Segment Open
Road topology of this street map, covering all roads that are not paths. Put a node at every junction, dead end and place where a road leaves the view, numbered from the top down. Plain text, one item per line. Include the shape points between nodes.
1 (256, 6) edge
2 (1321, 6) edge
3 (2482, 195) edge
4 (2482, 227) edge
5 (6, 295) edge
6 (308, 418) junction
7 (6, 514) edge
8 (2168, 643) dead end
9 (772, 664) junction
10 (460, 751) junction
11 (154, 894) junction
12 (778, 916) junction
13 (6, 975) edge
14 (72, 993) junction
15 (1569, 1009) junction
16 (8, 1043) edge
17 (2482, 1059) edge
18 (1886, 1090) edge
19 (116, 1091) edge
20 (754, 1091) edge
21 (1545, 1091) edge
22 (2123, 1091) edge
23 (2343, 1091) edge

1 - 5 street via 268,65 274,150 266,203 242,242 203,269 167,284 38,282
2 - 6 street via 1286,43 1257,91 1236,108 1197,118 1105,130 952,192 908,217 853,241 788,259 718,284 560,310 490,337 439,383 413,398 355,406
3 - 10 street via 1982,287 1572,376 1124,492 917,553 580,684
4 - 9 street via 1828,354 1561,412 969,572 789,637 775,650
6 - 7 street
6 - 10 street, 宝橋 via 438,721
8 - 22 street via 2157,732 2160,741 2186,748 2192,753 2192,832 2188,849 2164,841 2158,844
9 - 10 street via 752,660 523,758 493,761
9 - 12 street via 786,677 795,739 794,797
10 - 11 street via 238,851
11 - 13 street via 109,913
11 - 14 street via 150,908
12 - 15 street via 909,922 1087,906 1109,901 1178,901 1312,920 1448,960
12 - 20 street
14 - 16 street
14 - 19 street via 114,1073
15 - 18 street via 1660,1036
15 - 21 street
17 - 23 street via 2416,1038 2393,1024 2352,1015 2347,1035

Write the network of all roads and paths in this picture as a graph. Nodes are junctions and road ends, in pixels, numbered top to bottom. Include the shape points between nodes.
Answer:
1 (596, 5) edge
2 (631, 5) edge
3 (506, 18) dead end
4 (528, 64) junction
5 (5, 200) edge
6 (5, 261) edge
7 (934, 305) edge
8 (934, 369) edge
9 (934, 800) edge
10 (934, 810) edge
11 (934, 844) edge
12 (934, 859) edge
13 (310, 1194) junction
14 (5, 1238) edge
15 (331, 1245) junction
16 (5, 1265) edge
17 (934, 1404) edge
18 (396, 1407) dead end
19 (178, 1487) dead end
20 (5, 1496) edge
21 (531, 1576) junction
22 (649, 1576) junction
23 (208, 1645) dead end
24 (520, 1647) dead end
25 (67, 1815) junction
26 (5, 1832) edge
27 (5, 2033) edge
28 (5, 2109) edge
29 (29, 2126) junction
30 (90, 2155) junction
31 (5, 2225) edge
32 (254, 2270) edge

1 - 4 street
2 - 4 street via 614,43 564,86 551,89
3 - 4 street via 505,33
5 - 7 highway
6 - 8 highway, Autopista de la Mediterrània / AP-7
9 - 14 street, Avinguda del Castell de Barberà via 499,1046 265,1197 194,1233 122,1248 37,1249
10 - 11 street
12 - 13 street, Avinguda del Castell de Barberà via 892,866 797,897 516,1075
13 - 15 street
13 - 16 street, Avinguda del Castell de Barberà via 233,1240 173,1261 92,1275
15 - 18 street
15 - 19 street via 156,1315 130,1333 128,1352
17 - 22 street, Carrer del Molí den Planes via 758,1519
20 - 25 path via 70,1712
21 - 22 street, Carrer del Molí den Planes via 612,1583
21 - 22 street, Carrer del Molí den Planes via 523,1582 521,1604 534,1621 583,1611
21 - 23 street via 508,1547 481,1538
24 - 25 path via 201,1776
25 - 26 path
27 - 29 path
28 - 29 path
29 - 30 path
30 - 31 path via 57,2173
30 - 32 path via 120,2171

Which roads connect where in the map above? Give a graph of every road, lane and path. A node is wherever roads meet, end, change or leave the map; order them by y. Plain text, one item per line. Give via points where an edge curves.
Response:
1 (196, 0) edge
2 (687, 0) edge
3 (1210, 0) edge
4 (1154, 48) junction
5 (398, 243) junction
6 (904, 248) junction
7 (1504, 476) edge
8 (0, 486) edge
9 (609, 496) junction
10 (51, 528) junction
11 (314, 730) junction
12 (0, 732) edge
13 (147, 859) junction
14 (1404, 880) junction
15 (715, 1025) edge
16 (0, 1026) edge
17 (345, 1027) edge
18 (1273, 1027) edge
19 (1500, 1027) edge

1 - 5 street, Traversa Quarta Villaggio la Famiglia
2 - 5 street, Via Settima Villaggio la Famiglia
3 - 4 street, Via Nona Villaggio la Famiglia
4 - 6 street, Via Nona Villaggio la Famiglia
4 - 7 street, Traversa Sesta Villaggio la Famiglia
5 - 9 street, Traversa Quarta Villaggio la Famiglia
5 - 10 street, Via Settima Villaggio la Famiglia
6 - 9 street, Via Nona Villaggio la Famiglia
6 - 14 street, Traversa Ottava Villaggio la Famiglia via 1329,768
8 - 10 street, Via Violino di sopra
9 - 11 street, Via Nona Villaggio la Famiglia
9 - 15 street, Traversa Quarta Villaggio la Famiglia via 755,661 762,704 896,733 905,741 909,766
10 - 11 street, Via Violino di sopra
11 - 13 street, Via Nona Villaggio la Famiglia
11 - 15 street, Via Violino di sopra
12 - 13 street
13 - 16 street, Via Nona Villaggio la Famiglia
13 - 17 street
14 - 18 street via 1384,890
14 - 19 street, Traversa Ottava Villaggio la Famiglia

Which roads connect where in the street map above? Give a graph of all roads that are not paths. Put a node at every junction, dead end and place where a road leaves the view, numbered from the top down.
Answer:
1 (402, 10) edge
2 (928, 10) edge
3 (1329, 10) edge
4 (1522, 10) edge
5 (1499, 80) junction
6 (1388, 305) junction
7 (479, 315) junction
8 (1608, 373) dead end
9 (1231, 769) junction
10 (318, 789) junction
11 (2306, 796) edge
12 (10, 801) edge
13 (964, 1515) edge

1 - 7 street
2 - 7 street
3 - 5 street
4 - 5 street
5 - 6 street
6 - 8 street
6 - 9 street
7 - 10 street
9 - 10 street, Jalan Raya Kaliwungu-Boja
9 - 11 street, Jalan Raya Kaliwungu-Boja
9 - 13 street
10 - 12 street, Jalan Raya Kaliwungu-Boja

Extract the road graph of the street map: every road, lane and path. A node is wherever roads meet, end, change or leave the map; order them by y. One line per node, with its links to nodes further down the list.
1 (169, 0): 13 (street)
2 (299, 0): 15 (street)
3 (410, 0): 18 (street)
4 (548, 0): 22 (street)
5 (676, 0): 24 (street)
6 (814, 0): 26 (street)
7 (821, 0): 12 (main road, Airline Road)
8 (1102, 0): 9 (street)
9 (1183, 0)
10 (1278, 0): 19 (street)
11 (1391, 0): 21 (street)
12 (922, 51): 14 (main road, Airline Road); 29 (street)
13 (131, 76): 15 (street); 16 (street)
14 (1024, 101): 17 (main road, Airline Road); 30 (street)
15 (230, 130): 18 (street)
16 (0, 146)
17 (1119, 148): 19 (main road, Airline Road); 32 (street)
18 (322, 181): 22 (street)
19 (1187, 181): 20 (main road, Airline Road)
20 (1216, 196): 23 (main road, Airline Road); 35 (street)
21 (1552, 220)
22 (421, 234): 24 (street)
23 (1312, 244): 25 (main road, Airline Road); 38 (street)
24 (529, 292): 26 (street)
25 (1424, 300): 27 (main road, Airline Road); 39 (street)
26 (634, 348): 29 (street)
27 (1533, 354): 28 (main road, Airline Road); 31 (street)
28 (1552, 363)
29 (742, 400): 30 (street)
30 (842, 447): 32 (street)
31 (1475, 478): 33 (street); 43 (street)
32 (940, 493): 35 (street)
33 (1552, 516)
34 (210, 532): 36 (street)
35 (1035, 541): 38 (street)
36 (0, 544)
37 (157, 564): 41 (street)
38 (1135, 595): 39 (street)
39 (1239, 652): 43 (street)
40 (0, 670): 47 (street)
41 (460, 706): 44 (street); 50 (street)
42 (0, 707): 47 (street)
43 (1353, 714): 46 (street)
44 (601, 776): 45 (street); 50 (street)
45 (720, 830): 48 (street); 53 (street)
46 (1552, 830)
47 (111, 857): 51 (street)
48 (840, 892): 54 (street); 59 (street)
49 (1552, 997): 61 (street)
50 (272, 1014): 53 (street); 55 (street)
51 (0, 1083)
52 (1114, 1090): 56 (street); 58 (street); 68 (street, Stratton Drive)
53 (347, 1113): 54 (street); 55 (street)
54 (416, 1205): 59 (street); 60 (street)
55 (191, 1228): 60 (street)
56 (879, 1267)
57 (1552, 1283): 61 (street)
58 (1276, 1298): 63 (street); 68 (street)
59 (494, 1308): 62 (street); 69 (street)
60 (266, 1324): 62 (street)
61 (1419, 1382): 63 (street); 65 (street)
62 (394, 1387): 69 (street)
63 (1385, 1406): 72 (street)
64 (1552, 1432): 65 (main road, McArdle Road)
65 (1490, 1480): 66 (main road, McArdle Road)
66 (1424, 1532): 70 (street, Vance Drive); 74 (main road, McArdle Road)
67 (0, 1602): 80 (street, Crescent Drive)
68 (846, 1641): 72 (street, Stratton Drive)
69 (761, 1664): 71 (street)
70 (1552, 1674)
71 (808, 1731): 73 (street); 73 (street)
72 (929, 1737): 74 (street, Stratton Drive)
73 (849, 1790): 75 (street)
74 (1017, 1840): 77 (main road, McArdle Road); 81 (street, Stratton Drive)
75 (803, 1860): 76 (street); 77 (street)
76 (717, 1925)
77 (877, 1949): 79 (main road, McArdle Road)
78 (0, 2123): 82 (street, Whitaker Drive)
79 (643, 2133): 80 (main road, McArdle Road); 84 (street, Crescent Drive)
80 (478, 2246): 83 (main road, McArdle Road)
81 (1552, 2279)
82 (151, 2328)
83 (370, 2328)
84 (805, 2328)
Segment Closed
_WHAT THE TASK REQUIRES_. Please, from the entries above, set down exactly the lines from the one containing "Which roads connect where in the map" through the one containing "Which roads connect where in the street", and only those.

_RESPONSE TO THIS EXERCISE_.
Which roads connect where in the map above? Give a graph of every road, lane and path. A node is wherever roads meet, end, change or leave the map; order them by y. Plain text, one item per line. Give via points where an edge curves.
Response:
1 (196, 0) edge
2 (687, 0) edge
3 (1210, 0) edge
4 (1154, 48) junction
5 (398, 243) junction
6 (904, 248) junction
7 (1504, 476) edge
8 (0, 486) edge
9 (609, 496) junction
10 (51, 528) junction
11 (314, 730) junction
12 (0, 732) edge
13 (147, 859) junction
14 (1404, 880) junction
15 (715, 1025) edge
16 (0, 1026) edge
17 (345, 1027) edge
18 (1273, 1027) edge
19 (1500, 1027) edge

1 - 5 street, Traversa Quarta Villaggio la Famiglia
2 - 5 street, Via Settima Villaggio la Famiglia
3 - 4 street, Via Nona Villaggio la Famiglia
4 - 6 street, Via Nona Villaggio la Famiglia
4 - 7 street, Traversa Sesta Villaggio la Famiglia
5 - 9 street, Traversa Quarta Villaggio la Famiglia
5 - 10 street, Via Settima Villaggio la Famiglia
6 - 9 street, Via Nona Villaggio la Famiglia
6 - 14 street, Traversa Ottava Villaggio la Famiglia via 1329,768
8 - 10 street, Via Violino di sopra
9 - 11 street, Via Nona Villaggio la Famiglia
9 - 15 street, Traversa Quarta Villaggio la Famiglia via 755,661 762,704 896,733 905,741 909,766
10 - 11 street, Via Violino di sopra
11 - 13 street, Via Nona Villaggio la Famiglia
11 - 15 street, Via Violino di sopra
12 - 13 street
13 - 16 street, Via Nona Villaggio la Famiglia
13 - 17 street
14 - 18 street via 1384,890
14 - 19 street, Traversa Ottava Villaggio la Famiglia

Which roads connect where in the street map above? Give a graph of all roads that are not paths. Put a node at every junction, dead end and place where a road leaves the view, numbered from the top down.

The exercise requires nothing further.